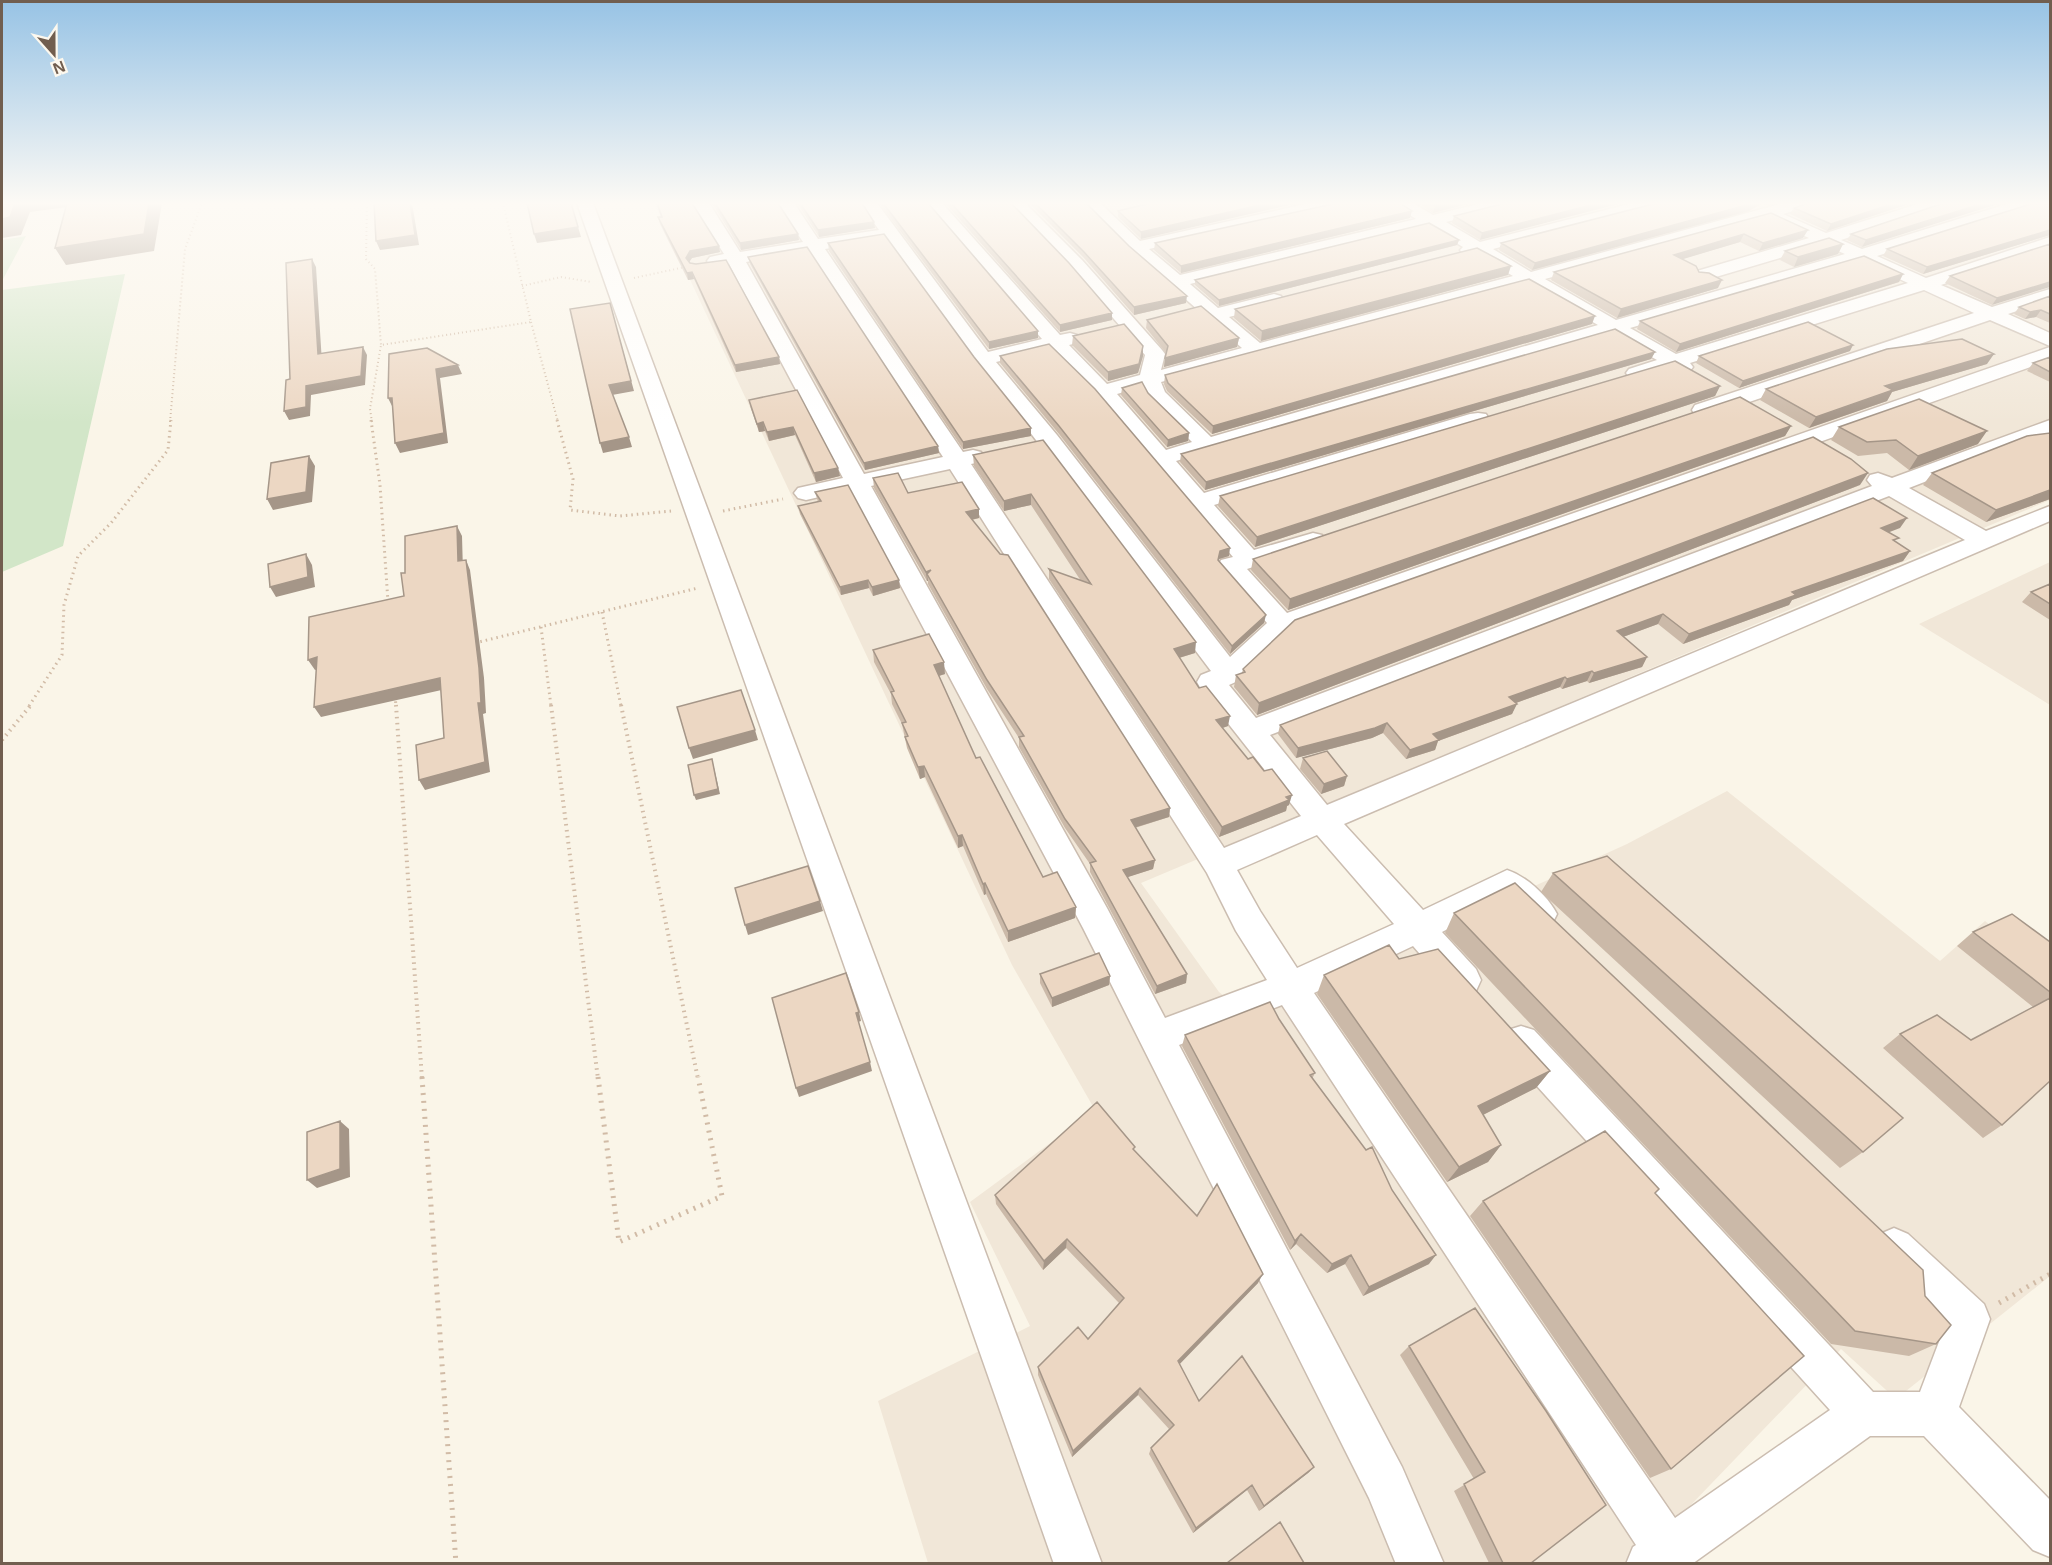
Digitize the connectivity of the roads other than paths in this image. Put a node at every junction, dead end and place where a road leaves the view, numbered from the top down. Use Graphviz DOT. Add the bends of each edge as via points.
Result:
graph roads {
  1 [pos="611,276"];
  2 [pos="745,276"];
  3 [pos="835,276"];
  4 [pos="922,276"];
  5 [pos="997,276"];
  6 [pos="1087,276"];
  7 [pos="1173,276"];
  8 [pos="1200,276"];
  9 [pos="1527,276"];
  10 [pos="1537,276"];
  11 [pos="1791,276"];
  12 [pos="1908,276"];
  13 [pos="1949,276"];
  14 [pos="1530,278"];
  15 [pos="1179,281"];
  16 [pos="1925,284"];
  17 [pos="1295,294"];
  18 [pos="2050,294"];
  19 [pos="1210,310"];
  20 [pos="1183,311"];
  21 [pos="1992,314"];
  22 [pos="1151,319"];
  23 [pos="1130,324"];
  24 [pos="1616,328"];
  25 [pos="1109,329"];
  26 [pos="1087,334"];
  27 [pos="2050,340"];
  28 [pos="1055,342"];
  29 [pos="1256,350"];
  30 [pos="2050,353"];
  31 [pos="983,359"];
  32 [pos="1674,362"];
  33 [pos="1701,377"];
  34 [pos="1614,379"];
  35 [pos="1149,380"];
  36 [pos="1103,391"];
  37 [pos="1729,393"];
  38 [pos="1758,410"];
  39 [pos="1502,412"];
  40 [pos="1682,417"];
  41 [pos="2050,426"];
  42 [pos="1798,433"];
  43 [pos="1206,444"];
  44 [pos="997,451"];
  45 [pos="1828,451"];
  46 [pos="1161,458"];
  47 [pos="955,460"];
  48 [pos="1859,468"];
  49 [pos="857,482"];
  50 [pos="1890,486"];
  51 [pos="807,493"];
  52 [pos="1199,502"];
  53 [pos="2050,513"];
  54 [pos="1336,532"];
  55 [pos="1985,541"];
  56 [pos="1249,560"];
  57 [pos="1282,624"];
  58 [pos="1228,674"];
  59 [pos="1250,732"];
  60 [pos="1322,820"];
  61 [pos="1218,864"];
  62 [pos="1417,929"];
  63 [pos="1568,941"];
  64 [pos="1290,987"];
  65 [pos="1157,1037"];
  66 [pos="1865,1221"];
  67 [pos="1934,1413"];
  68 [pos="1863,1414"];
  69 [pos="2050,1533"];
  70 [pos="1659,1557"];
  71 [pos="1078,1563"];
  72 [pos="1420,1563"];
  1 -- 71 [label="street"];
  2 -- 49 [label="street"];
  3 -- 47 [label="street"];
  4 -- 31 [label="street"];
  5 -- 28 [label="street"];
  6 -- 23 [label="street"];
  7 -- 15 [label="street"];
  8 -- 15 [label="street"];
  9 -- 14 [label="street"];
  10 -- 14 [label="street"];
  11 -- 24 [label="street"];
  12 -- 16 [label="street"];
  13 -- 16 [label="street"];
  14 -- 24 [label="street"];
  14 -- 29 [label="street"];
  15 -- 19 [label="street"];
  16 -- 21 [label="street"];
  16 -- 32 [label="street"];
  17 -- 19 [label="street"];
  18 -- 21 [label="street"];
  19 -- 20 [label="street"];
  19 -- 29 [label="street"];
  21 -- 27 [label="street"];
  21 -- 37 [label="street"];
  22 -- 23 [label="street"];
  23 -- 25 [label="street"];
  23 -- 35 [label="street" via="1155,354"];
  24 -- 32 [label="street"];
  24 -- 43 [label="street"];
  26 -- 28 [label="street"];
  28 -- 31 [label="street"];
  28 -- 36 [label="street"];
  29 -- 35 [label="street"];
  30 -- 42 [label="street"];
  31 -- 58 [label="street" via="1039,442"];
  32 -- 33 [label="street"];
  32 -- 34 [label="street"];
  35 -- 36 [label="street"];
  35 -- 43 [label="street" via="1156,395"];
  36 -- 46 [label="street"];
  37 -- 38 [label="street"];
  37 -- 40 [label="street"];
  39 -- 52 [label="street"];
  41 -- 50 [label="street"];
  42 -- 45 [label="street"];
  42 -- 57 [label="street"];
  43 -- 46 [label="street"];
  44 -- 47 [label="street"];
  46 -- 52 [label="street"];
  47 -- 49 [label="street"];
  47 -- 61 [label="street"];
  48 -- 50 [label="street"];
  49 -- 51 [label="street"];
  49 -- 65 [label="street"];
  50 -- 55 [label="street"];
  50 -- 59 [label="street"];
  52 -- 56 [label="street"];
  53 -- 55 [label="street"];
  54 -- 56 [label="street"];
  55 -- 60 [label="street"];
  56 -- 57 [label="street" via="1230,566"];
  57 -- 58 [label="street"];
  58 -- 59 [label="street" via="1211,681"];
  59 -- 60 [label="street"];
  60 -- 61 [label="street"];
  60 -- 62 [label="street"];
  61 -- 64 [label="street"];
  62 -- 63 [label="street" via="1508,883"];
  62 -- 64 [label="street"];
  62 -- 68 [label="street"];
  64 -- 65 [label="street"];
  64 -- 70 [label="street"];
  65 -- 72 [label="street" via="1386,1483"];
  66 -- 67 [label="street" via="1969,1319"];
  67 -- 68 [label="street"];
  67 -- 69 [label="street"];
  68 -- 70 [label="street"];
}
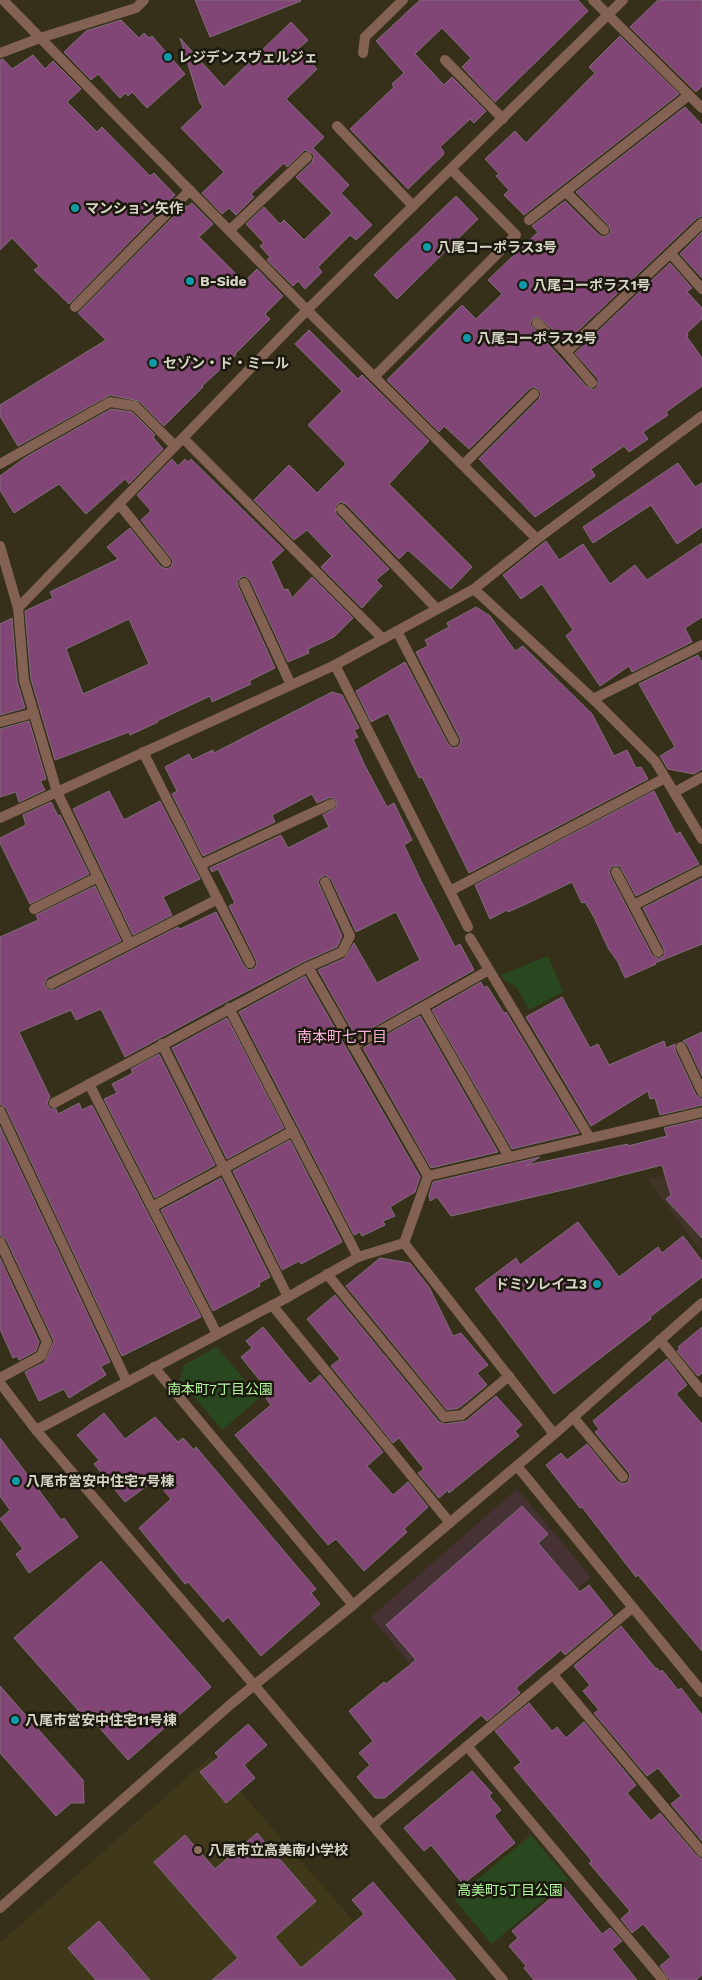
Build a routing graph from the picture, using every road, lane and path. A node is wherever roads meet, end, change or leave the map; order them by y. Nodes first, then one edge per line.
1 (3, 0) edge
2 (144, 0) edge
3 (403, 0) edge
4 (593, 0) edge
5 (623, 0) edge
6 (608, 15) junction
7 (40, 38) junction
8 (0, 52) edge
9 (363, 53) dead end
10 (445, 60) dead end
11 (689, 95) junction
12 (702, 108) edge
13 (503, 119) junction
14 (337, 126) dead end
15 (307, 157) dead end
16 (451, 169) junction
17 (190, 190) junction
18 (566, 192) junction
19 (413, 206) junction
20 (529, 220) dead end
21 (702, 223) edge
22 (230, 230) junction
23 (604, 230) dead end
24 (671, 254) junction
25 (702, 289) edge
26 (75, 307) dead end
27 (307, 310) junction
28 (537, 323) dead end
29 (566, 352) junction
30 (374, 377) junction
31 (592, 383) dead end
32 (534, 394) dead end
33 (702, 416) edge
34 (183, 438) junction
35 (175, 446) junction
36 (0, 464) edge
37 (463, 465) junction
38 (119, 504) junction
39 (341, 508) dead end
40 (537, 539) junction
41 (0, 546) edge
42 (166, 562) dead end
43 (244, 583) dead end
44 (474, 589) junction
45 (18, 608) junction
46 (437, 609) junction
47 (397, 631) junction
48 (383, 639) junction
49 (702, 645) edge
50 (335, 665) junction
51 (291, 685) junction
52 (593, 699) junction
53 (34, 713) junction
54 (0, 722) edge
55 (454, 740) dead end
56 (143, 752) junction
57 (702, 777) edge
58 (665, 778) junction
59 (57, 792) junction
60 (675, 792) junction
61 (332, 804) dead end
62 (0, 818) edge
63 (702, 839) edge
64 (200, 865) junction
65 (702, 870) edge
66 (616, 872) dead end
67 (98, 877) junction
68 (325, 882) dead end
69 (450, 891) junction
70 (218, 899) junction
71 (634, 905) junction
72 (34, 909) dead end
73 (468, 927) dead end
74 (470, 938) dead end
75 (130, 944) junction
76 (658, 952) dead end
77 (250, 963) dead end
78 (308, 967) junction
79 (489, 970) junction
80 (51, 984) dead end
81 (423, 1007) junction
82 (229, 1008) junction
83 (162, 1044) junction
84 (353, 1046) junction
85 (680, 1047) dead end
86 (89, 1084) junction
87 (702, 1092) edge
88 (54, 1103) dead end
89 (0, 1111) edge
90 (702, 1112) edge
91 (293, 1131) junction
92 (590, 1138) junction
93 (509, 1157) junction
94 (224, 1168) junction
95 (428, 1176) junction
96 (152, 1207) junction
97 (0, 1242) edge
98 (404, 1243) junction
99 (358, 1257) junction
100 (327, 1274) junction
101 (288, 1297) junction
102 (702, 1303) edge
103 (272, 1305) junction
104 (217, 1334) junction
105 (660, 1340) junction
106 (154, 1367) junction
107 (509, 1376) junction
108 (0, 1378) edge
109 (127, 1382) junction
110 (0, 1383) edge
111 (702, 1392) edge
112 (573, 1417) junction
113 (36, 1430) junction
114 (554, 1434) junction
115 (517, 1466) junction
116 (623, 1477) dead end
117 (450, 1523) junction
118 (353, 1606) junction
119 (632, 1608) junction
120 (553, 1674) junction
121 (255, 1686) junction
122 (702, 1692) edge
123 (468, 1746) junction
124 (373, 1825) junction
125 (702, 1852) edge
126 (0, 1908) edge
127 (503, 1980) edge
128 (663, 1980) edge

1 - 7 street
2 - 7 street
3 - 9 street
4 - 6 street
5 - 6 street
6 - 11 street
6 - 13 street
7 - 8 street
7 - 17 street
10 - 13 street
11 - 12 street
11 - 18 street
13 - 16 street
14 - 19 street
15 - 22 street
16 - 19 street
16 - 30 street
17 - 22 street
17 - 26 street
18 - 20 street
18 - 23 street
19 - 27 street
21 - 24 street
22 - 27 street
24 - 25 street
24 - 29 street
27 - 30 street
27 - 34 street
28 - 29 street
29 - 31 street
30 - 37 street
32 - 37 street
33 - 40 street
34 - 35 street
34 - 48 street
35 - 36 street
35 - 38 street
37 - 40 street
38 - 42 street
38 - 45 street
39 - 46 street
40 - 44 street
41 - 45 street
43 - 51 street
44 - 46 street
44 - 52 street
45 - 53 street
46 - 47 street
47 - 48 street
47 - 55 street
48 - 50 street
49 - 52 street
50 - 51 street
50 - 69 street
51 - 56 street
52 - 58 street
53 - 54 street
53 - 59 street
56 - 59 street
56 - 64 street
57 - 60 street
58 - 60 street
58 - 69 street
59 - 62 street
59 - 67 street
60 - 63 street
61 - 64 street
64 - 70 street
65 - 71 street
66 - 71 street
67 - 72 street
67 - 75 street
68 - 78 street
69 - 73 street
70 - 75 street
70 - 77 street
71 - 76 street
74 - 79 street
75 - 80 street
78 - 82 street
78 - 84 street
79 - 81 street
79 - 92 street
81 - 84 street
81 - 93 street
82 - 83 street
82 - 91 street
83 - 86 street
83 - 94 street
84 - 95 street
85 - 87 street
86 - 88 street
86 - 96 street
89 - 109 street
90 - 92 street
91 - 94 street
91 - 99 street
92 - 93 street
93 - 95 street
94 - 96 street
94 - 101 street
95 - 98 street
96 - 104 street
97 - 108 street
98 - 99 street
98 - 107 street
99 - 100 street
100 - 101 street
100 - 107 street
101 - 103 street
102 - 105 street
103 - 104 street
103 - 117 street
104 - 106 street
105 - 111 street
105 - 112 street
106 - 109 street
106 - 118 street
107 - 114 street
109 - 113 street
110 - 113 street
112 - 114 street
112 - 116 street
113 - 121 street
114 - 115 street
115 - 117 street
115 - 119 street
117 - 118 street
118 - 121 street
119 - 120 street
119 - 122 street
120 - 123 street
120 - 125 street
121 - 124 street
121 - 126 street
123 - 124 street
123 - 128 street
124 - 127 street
****************************************
In the entries above, find each line that includes the string "from" and copy it.

● **OUTPUT OF THE TASK**
Digitize the connectivity of the roads other than paths in this image. Put a node at every junction, dead end and place where a road leaves the view, numbered from the top down. Use Graphviz DOT. Add the bends of each edge as via points.
Build a routing graph from the picture, using every road, lane and path. A node is wherever roads meet, end, change or leave the map; order them by y. Nodes first, then one edge per line.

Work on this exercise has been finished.